"""

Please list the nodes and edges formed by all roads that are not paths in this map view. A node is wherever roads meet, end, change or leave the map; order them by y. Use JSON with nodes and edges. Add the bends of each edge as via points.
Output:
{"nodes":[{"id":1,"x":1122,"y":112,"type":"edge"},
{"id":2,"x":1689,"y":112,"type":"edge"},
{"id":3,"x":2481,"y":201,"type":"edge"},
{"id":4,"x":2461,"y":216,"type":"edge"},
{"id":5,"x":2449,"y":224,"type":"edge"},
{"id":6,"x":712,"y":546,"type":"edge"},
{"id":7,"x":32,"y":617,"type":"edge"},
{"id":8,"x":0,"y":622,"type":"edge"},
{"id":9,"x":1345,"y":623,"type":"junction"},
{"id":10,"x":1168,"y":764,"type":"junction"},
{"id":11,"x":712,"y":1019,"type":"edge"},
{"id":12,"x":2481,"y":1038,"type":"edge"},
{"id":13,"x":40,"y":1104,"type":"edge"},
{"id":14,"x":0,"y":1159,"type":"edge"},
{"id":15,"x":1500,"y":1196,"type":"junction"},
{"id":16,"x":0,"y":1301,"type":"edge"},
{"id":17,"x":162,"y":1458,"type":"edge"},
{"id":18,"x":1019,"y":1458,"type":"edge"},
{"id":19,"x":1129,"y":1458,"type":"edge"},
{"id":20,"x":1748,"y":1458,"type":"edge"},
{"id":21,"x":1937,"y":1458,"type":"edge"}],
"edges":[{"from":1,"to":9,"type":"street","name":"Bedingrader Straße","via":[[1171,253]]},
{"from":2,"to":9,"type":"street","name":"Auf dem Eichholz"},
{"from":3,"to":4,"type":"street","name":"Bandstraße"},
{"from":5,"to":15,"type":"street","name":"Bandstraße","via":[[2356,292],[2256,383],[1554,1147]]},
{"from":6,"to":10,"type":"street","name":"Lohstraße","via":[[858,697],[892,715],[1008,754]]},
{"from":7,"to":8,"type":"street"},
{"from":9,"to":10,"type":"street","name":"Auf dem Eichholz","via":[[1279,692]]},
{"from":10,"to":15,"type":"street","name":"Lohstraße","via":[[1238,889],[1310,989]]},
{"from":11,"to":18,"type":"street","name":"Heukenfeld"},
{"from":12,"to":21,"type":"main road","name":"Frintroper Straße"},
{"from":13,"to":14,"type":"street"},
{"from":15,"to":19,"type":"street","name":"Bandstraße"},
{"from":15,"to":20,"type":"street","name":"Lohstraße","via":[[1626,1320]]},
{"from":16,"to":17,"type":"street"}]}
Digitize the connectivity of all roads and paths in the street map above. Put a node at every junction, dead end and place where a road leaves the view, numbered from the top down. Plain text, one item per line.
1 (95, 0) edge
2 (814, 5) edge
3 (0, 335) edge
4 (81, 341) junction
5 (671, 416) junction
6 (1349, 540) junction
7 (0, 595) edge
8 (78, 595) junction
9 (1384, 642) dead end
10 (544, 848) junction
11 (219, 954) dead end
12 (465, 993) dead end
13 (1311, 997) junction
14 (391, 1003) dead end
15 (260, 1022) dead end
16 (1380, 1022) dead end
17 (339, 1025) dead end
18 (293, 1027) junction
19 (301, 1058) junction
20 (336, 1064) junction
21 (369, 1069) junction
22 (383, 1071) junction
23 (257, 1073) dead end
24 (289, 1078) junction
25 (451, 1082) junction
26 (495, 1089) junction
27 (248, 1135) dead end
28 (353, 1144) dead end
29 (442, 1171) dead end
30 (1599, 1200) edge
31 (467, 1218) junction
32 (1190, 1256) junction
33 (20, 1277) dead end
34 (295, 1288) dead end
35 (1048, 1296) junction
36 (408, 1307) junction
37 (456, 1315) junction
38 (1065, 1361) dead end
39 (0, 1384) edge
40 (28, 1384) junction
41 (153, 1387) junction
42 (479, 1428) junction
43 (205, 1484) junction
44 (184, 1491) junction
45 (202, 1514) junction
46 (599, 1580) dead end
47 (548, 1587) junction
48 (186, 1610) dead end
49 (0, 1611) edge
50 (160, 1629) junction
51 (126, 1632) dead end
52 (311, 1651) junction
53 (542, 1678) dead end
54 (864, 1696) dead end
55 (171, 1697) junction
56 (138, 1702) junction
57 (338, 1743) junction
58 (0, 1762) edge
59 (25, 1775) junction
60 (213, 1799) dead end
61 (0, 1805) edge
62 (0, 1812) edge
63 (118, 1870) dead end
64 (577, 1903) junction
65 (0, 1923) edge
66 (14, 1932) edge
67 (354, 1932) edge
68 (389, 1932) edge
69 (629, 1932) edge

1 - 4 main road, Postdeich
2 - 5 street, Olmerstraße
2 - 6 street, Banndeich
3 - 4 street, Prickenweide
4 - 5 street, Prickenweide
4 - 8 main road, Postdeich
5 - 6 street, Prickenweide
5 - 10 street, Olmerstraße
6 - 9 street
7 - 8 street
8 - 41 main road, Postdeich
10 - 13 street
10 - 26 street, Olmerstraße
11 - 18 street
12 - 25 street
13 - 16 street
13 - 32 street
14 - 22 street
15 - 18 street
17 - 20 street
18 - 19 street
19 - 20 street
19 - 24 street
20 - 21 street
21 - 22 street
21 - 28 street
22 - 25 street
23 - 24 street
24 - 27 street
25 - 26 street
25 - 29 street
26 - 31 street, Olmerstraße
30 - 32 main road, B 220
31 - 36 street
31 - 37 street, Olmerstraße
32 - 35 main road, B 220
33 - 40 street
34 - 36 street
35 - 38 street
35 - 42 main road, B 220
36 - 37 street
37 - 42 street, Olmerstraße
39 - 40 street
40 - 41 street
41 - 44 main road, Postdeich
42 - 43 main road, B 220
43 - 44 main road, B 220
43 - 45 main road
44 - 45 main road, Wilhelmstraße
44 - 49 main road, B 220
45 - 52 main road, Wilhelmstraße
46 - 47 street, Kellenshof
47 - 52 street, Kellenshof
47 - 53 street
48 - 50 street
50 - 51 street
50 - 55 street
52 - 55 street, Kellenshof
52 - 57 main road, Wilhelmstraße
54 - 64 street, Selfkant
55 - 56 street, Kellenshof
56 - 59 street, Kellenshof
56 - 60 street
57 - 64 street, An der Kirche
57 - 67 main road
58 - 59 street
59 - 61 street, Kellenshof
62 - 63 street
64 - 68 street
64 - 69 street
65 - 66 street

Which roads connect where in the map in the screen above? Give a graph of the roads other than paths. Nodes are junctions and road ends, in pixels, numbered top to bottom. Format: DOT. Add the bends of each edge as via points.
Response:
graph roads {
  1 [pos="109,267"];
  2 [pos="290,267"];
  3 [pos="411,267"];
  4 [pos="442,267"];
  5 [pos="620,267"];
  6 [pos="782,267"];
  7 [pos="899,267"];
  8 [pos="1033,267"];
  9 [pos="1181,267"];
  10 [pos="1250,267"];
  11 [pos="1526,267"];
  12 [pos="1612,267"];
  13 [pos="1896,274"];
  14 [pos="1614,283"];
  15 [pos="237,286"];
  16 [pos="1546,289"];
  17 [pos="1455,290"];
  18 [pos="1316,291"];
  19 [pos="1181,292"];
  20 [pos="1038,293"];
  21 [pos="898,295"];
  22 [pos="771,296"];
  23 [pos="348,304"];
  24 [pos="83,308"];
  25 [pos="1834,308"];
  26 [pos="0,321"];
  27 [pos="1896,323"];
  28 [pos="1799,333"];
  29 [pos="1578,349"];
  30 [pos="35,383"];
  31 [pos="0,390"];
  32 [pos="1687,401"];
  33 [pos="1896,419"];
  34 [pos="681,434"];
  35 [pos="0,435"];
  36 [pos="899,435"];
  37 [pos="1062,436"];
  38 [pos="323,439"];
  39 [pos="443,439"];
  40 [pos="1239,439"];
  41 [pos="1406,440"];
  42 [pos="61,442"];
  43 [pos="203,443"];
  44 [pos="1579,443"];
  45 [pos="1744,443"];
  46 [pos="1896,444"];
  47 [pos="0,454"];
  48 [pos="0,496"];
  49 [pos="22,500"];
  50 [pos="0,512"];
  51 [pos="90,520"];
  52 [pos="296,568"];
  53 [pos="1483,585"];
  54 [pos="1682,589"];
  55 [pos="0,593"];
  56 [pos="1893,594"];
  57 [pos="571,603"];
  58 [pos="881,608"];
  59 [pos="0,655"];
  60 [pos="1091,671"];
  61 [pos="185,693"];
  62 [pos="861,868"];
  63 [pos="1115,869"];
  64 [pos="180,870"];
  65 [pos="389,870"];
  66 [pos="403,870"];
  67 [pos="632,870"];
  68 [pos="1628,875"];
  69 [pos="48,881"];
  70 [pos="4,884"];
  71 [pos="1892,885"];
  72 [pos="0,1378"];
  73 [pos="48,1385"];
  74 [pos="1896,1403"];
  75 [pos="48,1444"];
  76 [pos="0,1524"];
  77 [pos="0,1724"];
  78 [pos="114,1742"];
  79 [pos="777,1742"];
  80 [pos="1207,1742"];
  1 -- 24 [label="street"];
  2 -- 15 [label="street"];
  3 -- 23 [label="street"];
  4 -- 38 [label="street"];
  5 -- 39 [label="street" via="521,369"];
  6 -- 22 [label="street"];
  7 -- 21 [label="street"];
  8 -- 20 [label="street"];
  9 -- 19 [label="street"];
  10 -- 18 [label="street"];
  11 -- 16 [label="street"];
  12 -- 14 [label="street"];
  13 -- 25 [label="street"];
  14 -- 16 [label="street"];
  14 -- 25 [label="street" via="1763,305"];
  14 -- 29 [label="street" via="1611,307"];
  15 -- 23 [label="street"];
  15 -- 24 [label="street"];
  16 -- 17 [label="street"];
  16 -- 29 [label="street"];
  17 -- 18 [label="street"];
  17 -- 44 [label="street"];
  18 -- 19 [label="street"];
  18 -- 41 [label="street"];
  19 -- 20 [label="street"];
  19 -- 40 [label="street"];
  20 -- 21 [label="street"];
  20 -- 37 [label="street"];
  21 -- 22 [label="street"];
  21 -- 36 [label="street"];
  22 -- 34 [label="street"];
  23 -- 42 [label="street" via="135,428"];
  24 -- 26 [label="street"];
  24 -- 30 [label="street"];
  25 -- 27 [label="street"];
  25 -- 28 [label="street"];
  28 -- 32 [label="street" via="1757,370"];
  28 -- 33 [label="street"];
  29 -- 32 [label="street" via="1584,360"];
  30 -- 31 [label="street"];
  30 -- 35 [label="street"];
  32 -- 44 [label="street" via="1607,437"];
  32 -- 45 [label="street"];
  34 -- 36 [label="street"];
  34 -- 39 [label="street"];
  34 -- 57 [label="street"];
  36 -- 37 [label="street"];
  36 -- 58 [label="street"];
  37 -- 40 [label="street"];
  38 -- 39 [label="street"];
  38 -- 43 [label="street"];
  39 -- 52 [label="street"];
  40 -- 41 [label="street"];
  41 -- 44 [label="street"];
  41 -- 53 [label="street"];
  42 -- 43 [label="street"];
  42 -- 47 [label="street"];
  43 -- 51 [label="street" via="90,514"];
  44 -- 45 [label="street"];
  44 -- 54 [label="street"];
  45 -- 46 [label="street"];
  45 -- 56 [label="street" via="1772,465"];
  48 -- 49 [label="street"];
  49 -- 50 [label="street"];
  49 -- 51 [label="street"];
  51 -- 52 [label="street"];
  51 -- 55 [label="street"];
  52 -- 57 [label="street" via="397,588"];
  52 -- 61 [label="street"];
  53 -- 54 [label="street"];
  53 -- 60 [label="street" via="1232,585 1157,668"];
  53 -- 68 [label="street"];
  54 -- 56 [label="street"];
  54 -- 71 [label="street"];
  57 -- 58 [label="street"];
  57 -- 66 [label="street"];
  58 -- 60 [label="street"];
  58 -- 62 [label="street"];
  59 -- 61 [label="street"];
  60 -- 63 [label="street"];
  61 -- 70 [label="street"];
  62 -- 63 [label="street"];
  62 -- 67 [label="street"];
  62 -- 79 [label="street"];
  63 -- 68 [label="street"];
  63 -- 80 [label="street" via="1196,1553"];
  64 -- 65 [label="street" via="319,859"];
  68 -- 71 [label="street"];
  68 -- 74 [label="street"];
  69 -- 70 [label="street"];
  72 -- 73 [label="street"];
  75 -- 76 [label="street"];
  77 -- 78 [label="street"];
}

"""

Pick out the lines above that hold the string "Prickenweide" and show them.

3 - 4 street, Prickenweide
4 - 5 street, Prickenweide
5 - 6 street, Prickenweide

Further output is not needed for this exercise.